Il tradimento ad un pezzo importante della propria storia di Radicale, Roberto Giachetti, al momento unico candidato alle primarie del Pd per il Campidoglio e tuttora militante del partito di Pannella, lo racconta ai microfoni di «Un giorno da pecora», su Radio 2: «Io lo trovo abbastanza singolare – dice – Il referendum a Roma è consultivo, mi domando come mai non sia stato proposto e fatto prima che si prendesse la decisione. Dopodiché io non ho nessun problema, raccolgano le firme per il referendum. Io non firmo perché sono convintissimo della candidatura di Roma».

E pensare che solo il giorno prima, durante il lancio ufficiale della raccolta delle prime mille firme per il referendum Roma 2024 promosso da Radicali italiani e Radicali Roma, Emma Bonino rispondendo alle domande di un cronista aveva detto: «Mi sembrerebbe difficile, nella storia politica di Roberto Giachetti, individuare una qualunque motivazione di diniego al metodo refenderario. Mi sembrerebbe abbastanza originale un “no” a questo metodo o alla consultazione popolare».

Con la stessa sicurezza, anche Riccardo Magi, segretario di Radicali italiani, lo aveva escluso. E così, se non una rottura con i suoi compagni di sempre, quella del candidato sindaco preferito di Matteo Renzi è di certo una sconfessione alla battaglia referendaria sulla candidatura olimpica dell’Italia lanciata dal governo bipartisan. Una presa di posizione che in ogni caso non cambierà i rapporti del vicepresidente della Camera con i Radicali anche se, spiegava il giorno prima Magi, «il nostro apporto a una candidatura di Giachetti può essere utile se non è automatico e incondizionato».

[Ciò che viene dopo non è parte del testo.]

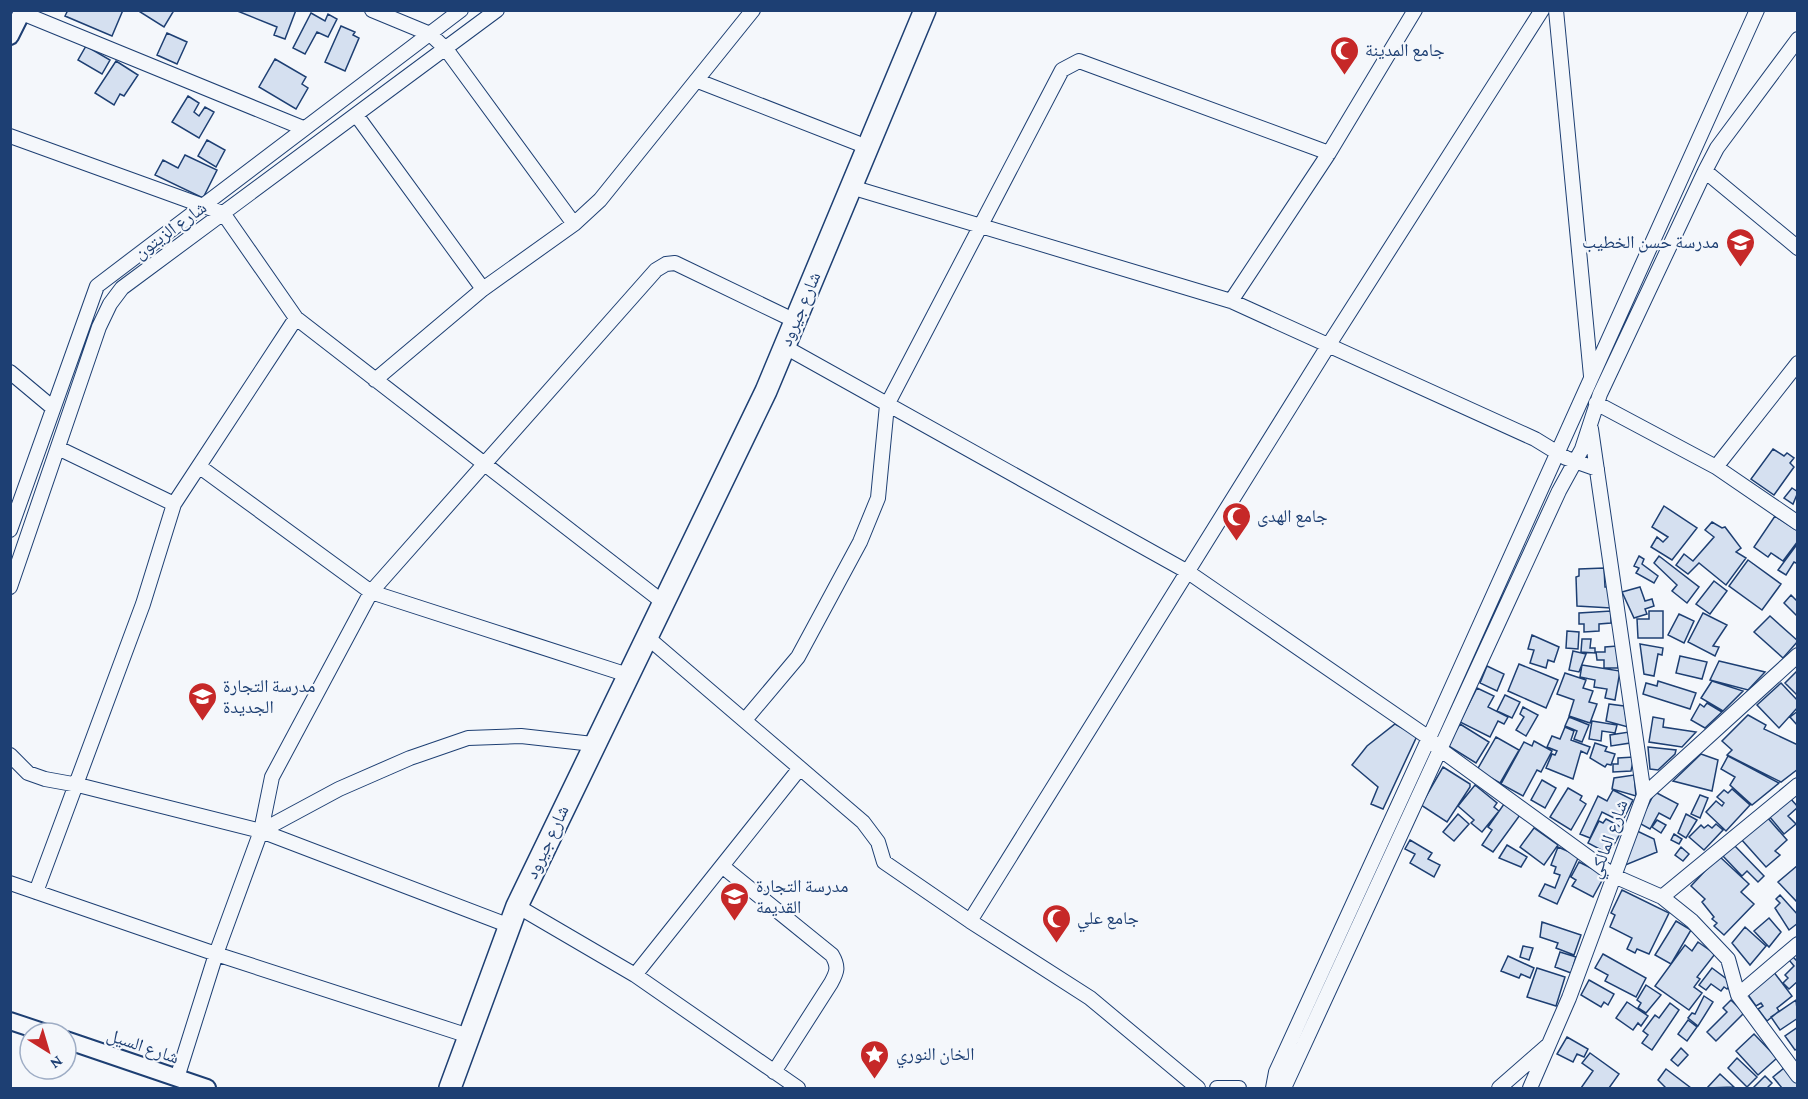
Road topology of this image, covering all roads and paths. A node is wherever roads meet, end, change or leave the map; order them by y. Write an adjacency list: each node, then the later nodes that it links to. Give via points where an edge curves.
1 (372, 10): 12 (street)
2 (461, 10): 12 (street, شارع الزيتون)
3 (497, 10): 15 (street, شارع الزيتون)
4 (753, 10): 16 (street)
5 (912, 10): 20 (main road, شارع جيرود)
6 (925, 10): 23 (main road, شارع جيرود)
7 (1415, 10): 21 (street)
8 (1542, 10): 33 (street)
9 (1556, 10): 37 (street)
10 (1758, 10): 37 (street)
11 (22, 12): 13 (street); 18 (street)
12 (430, 34): 15 (street); 18 (street, شارع الزيتون)
13 (10, 36)
14 (1797, 39): 22 (street, via 1717,148)
15 (446, 49): 17 (street, شارع الزيتون); 26 (street)
16 (698, 81): 20 (street); 26 (street, via 600,200)
17 (357, 116): 25 (street, شارع الزيتون); 29 (street)
18 (303, 128): 24 (street, شارع الزيتون)
19 (10, 136): 24 (street)
20 (857, 142): 31 (main road, شارع جيرود)
21 (1329, 153): 27 (street, via 1079,60 1062,70); 30 (street)
22 (1705, 171): 28 (street); 39 (street)
23 (851, 188): 27 (street); 34 (main road, شارع جيرود)
24 (201, 204): 25 (street); 41 (street, شارع الزيتون, via 97,286)
25 (223, 213): 32 (street); 44 (street, شارع الزيتون, via 122,288 110,304)
26 (574, 224): 29 (street)
27 (982, 226): 30 (street); 40 (street)
28 (1797, 248)
29 (483, 289): 38 (street)
30 (1231, 301): 33 (street)
31 (785, 316): 47 (street, via 675,263 666,264 656,270); 57 (main road, شارع جيرود)
32 (296, 318): 38 (street); 48 (street)
33 (1329, 346): 45 (street); 54 (street)
34 (785, 347): 40 (street); 57 (main road, شارع جيرود)
35 (1797, 363): 49 (street)
36 (10, 372): 41 (street)
37 (1592, 377): 42 (street)
38 (375, 381): 47 (street)
39 (1596, 403): 43 (street); 49 (street)
40 (887, 405): 54 (street); 61 (street, via 878,498 860,542 798,657)
41 (53, 408): 53 (street, شارع الزيتون)
42 (1573, 418): 43 (street); 45 (street)
43 (1590, 425): 46 (street); 50 (street)
44 (58, 448): 51 (street); 55 (street, شارع الزيتون)
45 (1558, 453): 46 (street); 62 (street)
46 (1575, 462): 50 (street); 64 (street)
47 (484, 463): 56 (street); 57 (street)
48 (200, 467): 51 (street); 56 (street)
49 (1716, 467): 52 (street)
50 (1597, 469): 69 (street)
51 (174, 504): 67 (street)
52 (1797, 523)
53 (10, 530)
54 (1188, 572): 62 (street); 77 (street)
55 (10, 587)
56 (371, 592): 60 (street); 70 (street, via 272,777)
57 (664, 603): 58 (main road, شارع جيرود)
58 (648, 637): 60 (main road, شارع جيرود); 61 (street)
59 (1797, 655): 69 (street, شارع المالكي)
60 (628, 675): 63 (main road, شارع جيرود)
61 (745, 720): 66 (street)
62 (1430, 738): 64 (street); 95 (street, via 1276,1072)
63 (593, 744): 70 (street, via 521,736 468,738 339,789); 76 (main road, شارع جيرود)
64 (1441, 750): 72 (street); 96 (street)
65 (10, 756): 67 (street, via 28,773)
66 (800, 768): 71 (street); 77 (street, via 863,822 878,842 884,862)
67 (78, 785): 70 (street); 74 (street)
68 (1797, 785): 75 (street)
69 (1644, 795): 72 (street, شارع المالكي)
70 (261, 831): 78 (street); 80 (street)
71 (722, 866): 81 (street); 86 (street, via 837,962 838,970 831,983)
72 (1614, 876): 75 (street); 84 (street, شارع المالكي)
73 (10, 883): 74 (street)
74 (36, 892): 80 (street)
75 (1662, 897): 82 (street, via 1692,921 1728,959)
76 (517, 906): 78 (main road, شارع جيرود); 81 (street)
77 (970, 921): 92 (street, via 1090,998)
78 (510, 926): 83 (main road, شارع جيرود)
79 (1797, 944): 82 (street)
80 (216, 954): 83 (street); 88 (street)
81 (635, 975): 86 (street)
82 (1738, 995): 87 (street)
83 (469, 1036): 90 (main road, شارع جيرود)
84 (1550, 1043): 97 (street); 98 (street, شارع المالكي)
85 (78, 1044): 88 (street, شارع السيل)
86 (774, 1072): 91 (street)
87 (1797, 1076)
88 (177, 1078): 89 (street, شارع السيل)
89 (207, 1089)
90 (450, 1089)
91 (798, 1089)
92 (1198, 1089)
93 (1217, 1089): 94 (street)
94 (1239, 1089)
95 (1273, 1089)
96 (1284, 1089)
97 (1499, 1089)
98 (1530, 1089)

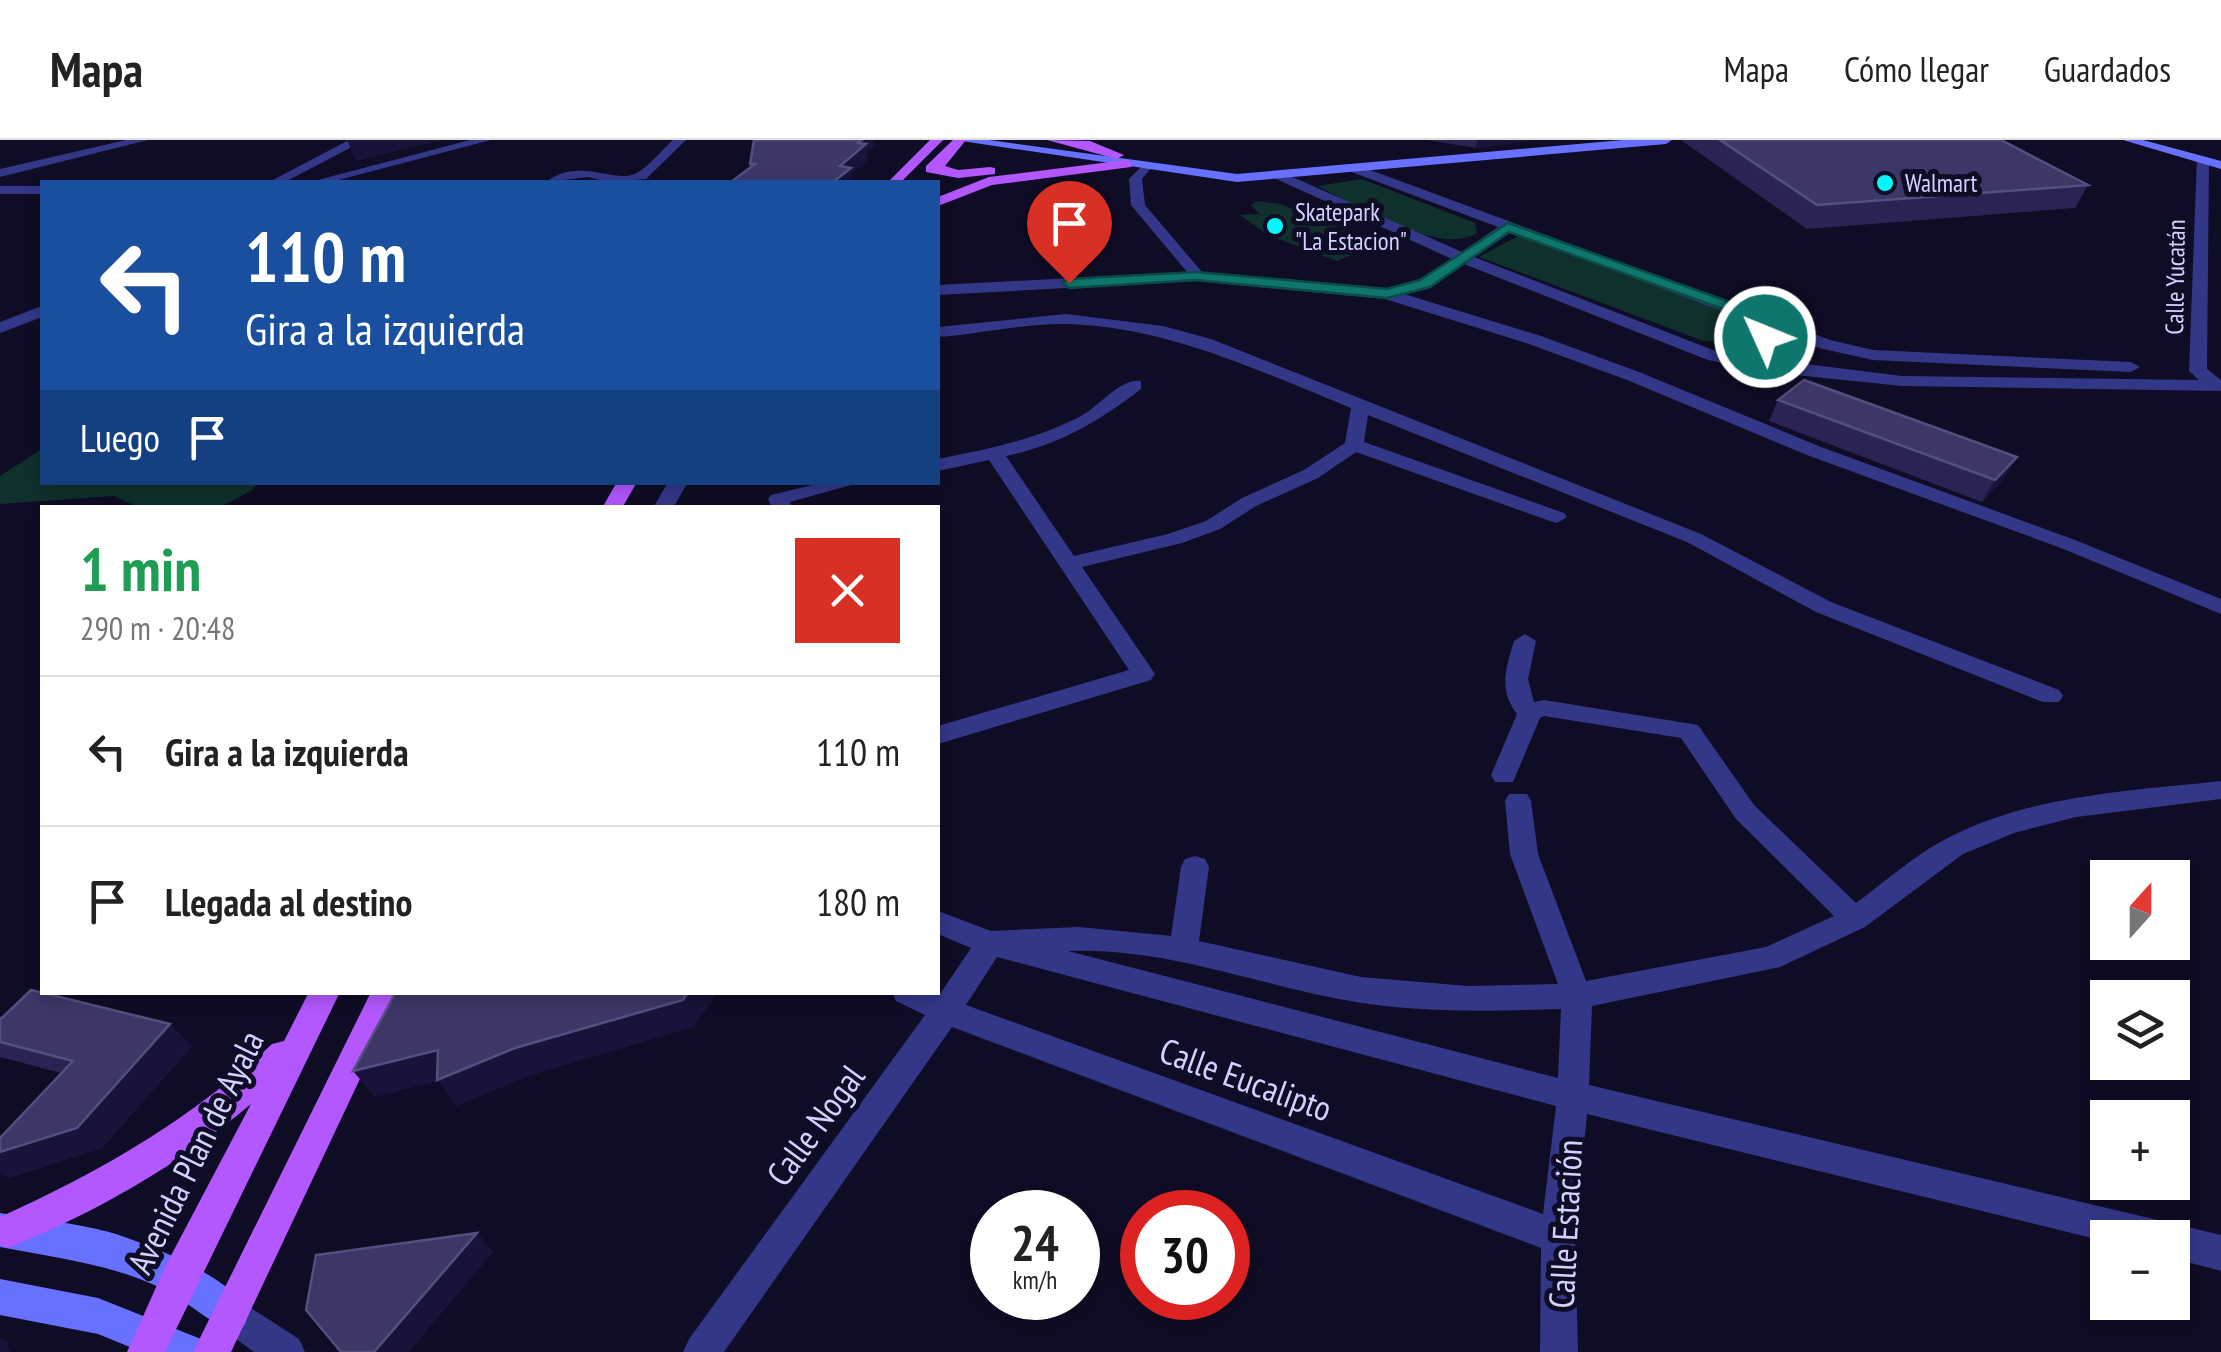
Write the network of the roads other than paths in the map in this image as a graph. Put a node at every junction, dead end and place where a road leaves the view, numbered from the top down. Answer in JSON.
{"nodes":[{"id":1,"x":142,"y":140,"type":"edge"},
{"id":2,"x":359,"y":140,"type":"edge"},
{"id":3,"x":460,"y":140,"type":"edge"},
{"id":4,"x":485,"y":140,"type":"edge"},
{"id":5,"x":661,"y":140,"type":"edge"},
{"id":6,"x":680,"y":140,"type":"edge"},
{"id":7,"x":938,"y":140,"type":"edge"},
{"id":8,"x":961,"y":140,"type":"edge"},
{"id":9,"x":1008,"y":140,"type":"edge"},
{"id":10,"x":1053,"y":140,"type":"edge"},
{"id":11,"x":1666,"y":140,"type":"edge"},
{"id":12,"x":2129,"y":140,"type":"edge"},
{"id":13,"x":1067,"y":153,"type":"junction"},
{"id":14,"x":1121,"y":160,"type":"junction"},
{"id":15,"x":2202,"y":160,"type":"junction"},
{"id":16,"x":938,"y":163,"type":"junction"},
{"id":17,"x":2221,"y":166,"type":"edge"},
{"id":18,"x":1145,"y":167,"type":"junction"},
{"id":19,"x":1354,"y":168,"type":"junction"},
{"id":20,"x":0,"y":174,"type":"edge"},
{"id":21,"x":1279,"y":175,"type":"junction"},
{"id":22,"x":280,"y":180,"type":"edge"},
{"id":23,"x":302,"y":180,"type":"edge"},
{"id":24,"x":325,"y":180,"type":"edge"},
{"id":25,"x":559,"y":180,"type":"edge"},
{"id":26,"x":611,"y":180,"type":"edge"},
{"id":27,"x":896,"y":180,"type":"edge"},
{"id":28,"x":919,"y":180,"type":"edge"},
{"id":29,"x":0,"y":190,"type":"edge"},
{"id":30,"x":40,"y":190,"type":"edge"},
{"id":31,"x":940,"y":201,"type":"edge"},
{"id":32,"x":1508,"y":227,"type":"junction"},
{"id":33,"x":1460,"y":256,"type":"junction"},
{"id":34,"x":1196,"y":276,"type":"junction"},
{"id":35,"x":940,"y":290,"type":"edge"},
{"id":36,"x":1387,"y":294,"type":"junction"},
{"id":37,"x":40,"y":312,"type":"edge"},
{"id":38,"x":1766,"y":320,"type":"junction"},
{"id":39,"x":0,"y":328,"type":"edge"},
{"id":40,"x":940,"y":332,"type":"edge"},
{"id":41,"x":1714,"y":356,"type":"junction"},
{"id":42,"x":2019,"y":362,"type":"junction"},
{"id":43,"x":2056,"y":364,"type":"junction"},
{"id":44,"x":2198,"y":370,"type":"junction"},
{"id":45,"x":2220,"y":381,"type":"edge"},
{"id":46,"x":2036,"y":382,"type":"junction"},
{"id":47,"x":2075,"y":383,"type":"junction"},
{"id":48,"x":1135,"y":385,"type":"dead end"},
{"id":49,"x":1361,"y":404,"type":"junction"},
{"id":50,"x":1354,"y":445,"type":"junction"},
{"id":51,"x":994,"y":453,"type":"junction"},
{"id":52,"x":940,"y":465,"type":"edge"},
{"id":53,"x":840,"y":485,"type":"edge"},
{"id":54,"x":781,"y":505,"type":"edge"},
{"id":55,"x":1557,"y":517,"type":"dead end"},
{"id":56,"x":1069,"y":564,"type":"junction"},
{"id":57,"x":2221,"y":606,"type":"edge"},
{"id":58,"x":1525,"y":641,"type":"dead end"},
{"id":59,"x":2051,"y":696,"type":"dead end"},
{"id":60,"x":1530,"y":712,"type":"junction"},
{"id":61,"x":940,"y":734,"type":"edge"},
{"id":62,"x":2221,"y":790,"type":"edge"},
{"id":63,"x":1196,"y":866,"type":"dead end"},
{"id":64,"x":1855,"y":919,"type":"junction"},
{"id":65,"x":940,"y":923,"type":"edge"},
{"id":66,"x":990,"y":943,"type":"junction"},
{"id":67,"x":1183,"y":949,"type":"junction"},
{"id":68,"x":324,"y":995,"type":"edge"},
{"id":69,"x":385,"y":995,"type":"edge"},
{"id":70,"x":913,"y":995,"type":"edge"},
{"id":71,"x":1577,"y":996,"type":"junction"},
{"id":72,"x":946,"y":1011,"type":"junction"},
{"id":73,"x":300,"y":1036,"type":"junction"},
{"id":74,"x":1573,"y":1096,"type":"junction"},
{"id":75,"x":2090,"y":1221,"type":"edge"},
{"id":76,"x":4,"y":1230,"type":"edge"},
{"id":77,"x":1558,"y":1237,"type":"junction"},
{"id":78,"x":2190,"y":1245,"type":"edge"},
{"id":79,"x":2221,"y":1253,"type":"edge"},
{"id":80,"x":179,"y":1278,"type":"junction"},
{"id":81,"x":0,"y":1297,"type":"edge"},
{"id":82,"x":230,"y":1312,"type":"junction"},
{"id":83,"x":141,"y":1346,"type":"edge"},
{"id":84,"x":188,"y":1352,"type":"edge"},
{"id":85,"x":212,"y":1352,"type":"edge"},
{"id":86,"x":286,"y":1352,"type":"edge"},
{"id":87,"x":702,"y":1352,"type":"edge"},
{"id":88,"x":1560,"y":1352,"type":"edge"}],
"edges":[{"from":1,"to":20,"type":"street"},
{"from":2,"to":22,"type":"street"},
{"from":3,"to":23,"type":"street"},
{"from":4,"to":24,"type":"street"},
{"from":5,"to":26,"type":"street"},
{"from":6,"to":26,"type":"street"},
{"from":7,"to":27,"type":"main road"},
{"from":8,"to":13,"type":"street"},
{"from":8,"to":16,"type":"main road"},
{"from":9,"to":13,"type":"street"},
{"from":10,"to":14,"type":"main road"},
{"from":11,"to":19,"type":"street"},
{"from":12,"to":15,"type":"street"},
{"from":13,"to":14,"type":"street"},
{"from":13,"to":16,"type":"main road"},
{"from":14,"to":18,"type":"street"},
{"from":14,"to":21,"type":"street"},
{"from":14,"to":31,"type":"main road"},
{"from":15,"to":17,"type":"street"},
{"from":15,"to":44,"type":"street","name":"Calle Yucatán"},
{"from":16,"to":28,"type":"main road"},
{"from":18,"to":21,"type":"street"},
{"from":18,"to":34,"type":"street"},
{"from":19,"to":21,"type":"street"},
{"from":19,"to":32,"type":"street"},
{"from":21,"to":33,"type":"street"},
{"from":25,"to":26,"type":"street"},
{"from":29,"to":30,"type":"street"},
{"from":32,"to":33,"type":"street"},
{"from":32,"to":38,"type":"street"},
{"from":33,"to":36,"type":"street"},
{"from":33,"to":41,"type":"street"},
{"from":34,"to":35,"type":"street"},
{"from":34,"to":36,"type":"street"},
{"from":36,"to":57,"type":"street"},
{"from":37,"to":39,"type":"street"},
{"from":38,"to":41,"type":"street"},
{"from":38,"to":42,"type":"street"},
{"from":40,"to":49,"type":"street"},
{"from":41,"to":46,"type":"street"},
{"from":42,"to":43,"type":"street"},
{"from":42,"to":46,"type":"street"},
{"from":43,"to":44,"type":"street"},
{"from":43,"to":47,"type":"street"},
{"from":44,"to":45,"type":"street","name":"Calle Yucatán"},
{"from":45,"to":47,"type":"street"},
{"from":46,"to":47,"type":"street"},
{"from":48,"to":51,"type":"street"},
{"from":49,"to":50,"type":"street"},
{"from":49,"to":59,"type":"street"},
{"from":50,"to":55,"type":"street"},
{"from":50,"to":56,"type":"street"},
{"from":51,"to":52,"type":"street"},
{"from":51,"to":56,"type":"street"},
{"from":53,"to":54,"type":"street"},
{"from":56,"to":61,"type":"street"},
{"from":58,"to":60,"type":"street"},
{"from":60,"to":64,"type":"street"},
{"from":60,"to":71,"type":"street"},
{"from":62,"to":64,"type":"street"},
{"from":63,"to":67,"type":"street"},
{"from":64,"to":71,"type":"street"},
{"from":65,"to":66,"type":"street"},
{"from":66,"to":67,"type":"street"},
{"from":66,"to":72,"type":"street","name":"Calle Nogal"},
{"from":66,"to":74,"type":"street"},
{"from":67,"to":71,"type":"street"},
{"from":68,"to":73,"type":"main road","name":"Avenida Plan de Ayala"},
{"from":69,"to":82,"type":"main road"},
{"from":70,"to":72,"type":"street","name":"Calle Eucalipto"},
{"from":71,"to":74,"type":"street","name":"Calle Estación"},
{"from":72,"to":77,"type":"street","name":"Calle Eucalipto"},
{"from":72,"to":87,"type":"street","name":"Calle Nogal"},
{"from":73,"to":76,"type":"main road"},
{"from":73,"to":80,"type":"main road","name":"Avenida Plan de Ayala"},
{"from":74,"to":75,"type":"street"},
{"from":74,"to":77,"type":"street","name":"Calle Estación"},
{"from":76,"to":80,"type":"street"},
{"from":77,"to":88,"type":"street","name":"Calle Estación"},
{"from":78,"to":79,"type":"street"},
{"from":80,"to":82,"type":"street"},
{"from":80,"to":83,"type":"main road","name":"Avenida Plan de Ayala"},
{"from":81,"to":83,"type":"street"},
{"from":82,"to":85,"type":"main road"},
{"from":82,"to":86,"type":"street"},
{"from":83,"to":84,"type":"street"}]}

Ora però l’amarezza c’è: «All’amico Giachetti voglio ricordare che la proposta di referendum noi l’abbiamo fatta subito, nell’estate del 2015, quando l’Aula del Campidoglio si preparava a votare sulla candidatura. E invece dovrebbe- continua Magi – chiedersi perché non siano state le istituzioni stesse a promuovere una consultazione popolare prima di prendere posizione, sull’esempio di città quali Amburgo, Boston, Monaco o Oslo?».

Per i Radicali, si sa, il referendum è lo strumento d’eccellenza per la partecipazione democratica: «Per noi questa è soprattutto l’occasione per aprire un grande dibattito pubblico sui pro e i contro», aggiunge Magi. Ma l’iter per arrivare al voto, quando l’iniziativa non è delle istituzioni, è lungo: le prime mille firme che il comitato promotore sta raccogliendo (anche su referendumroma2024.it) servono per depositare il quesito in Campidoglio, che nel giro di un mese dovrà decidere l’ammissibilità. Solo da quel momento i proponenti avranno trenta giorni per le altre 28 mila firme necessarie. Poi un anno ancora di attesa.

Ad occhio e croce, se tutto va bene, i romani hanno tempo fino alla primavera del 2017 per farsi un’idea del rapporto costi/benefici e per potere esprimere un parere nell’urna. Giusto in tempo per avvisare il Comitato olimpico internazionale che il 13 settembre 2017 deciderà quale città si aggiudicherà i Giochi 2024.

Nel merito, i Radicali italiani lo hanno detto chiaramente: nessuna contrarietà pregiudiziale né alle grandi opere (Bonino per esempio si è sempre detta favorevole all’Expo) né alle Olimpiadi. «Con il referendum vogliamo assicurarci un percorso trasparente e benefici certi per la città».

Però i problemi e le perplessità sono tante. Magi li elenca, in ordine sparso: «Lo studio di fattibilità promesso a dicembre 2014 “entro due o tre mesi” da Renzi non si è ancora visto; l’Italia ha appena finito di pagare il mutuo per le opere dei mondiali di calcio del 1990; Montezemolo e Malagò tornano sul luogo del delitto, a Tor Vergata, dove dovrà sorgere il villaggio olimpico e dove è già previsto che il consorzio guidato da Caltagirone, grazie ad una concessione esclusiva, completi la realizzazione del campus universitario» pensato inizialmente per rendere candidabile la capitale alle Olimpiadi del 2016.

«Una scommessa molto rischiosa», la definiscono i Radicali italiani nel dossier che accompagna la raccolta firme. «Tra budget preventivi che sistematicamente esploderanno e opere che non saranno completate, il rischio è che sia una stangata che si ripercuoterà sulle tasche dei cittadini per venti o trent’anni». La chiamano la «maledizione delle Olimpiadi», ma la superstizione non c’entra.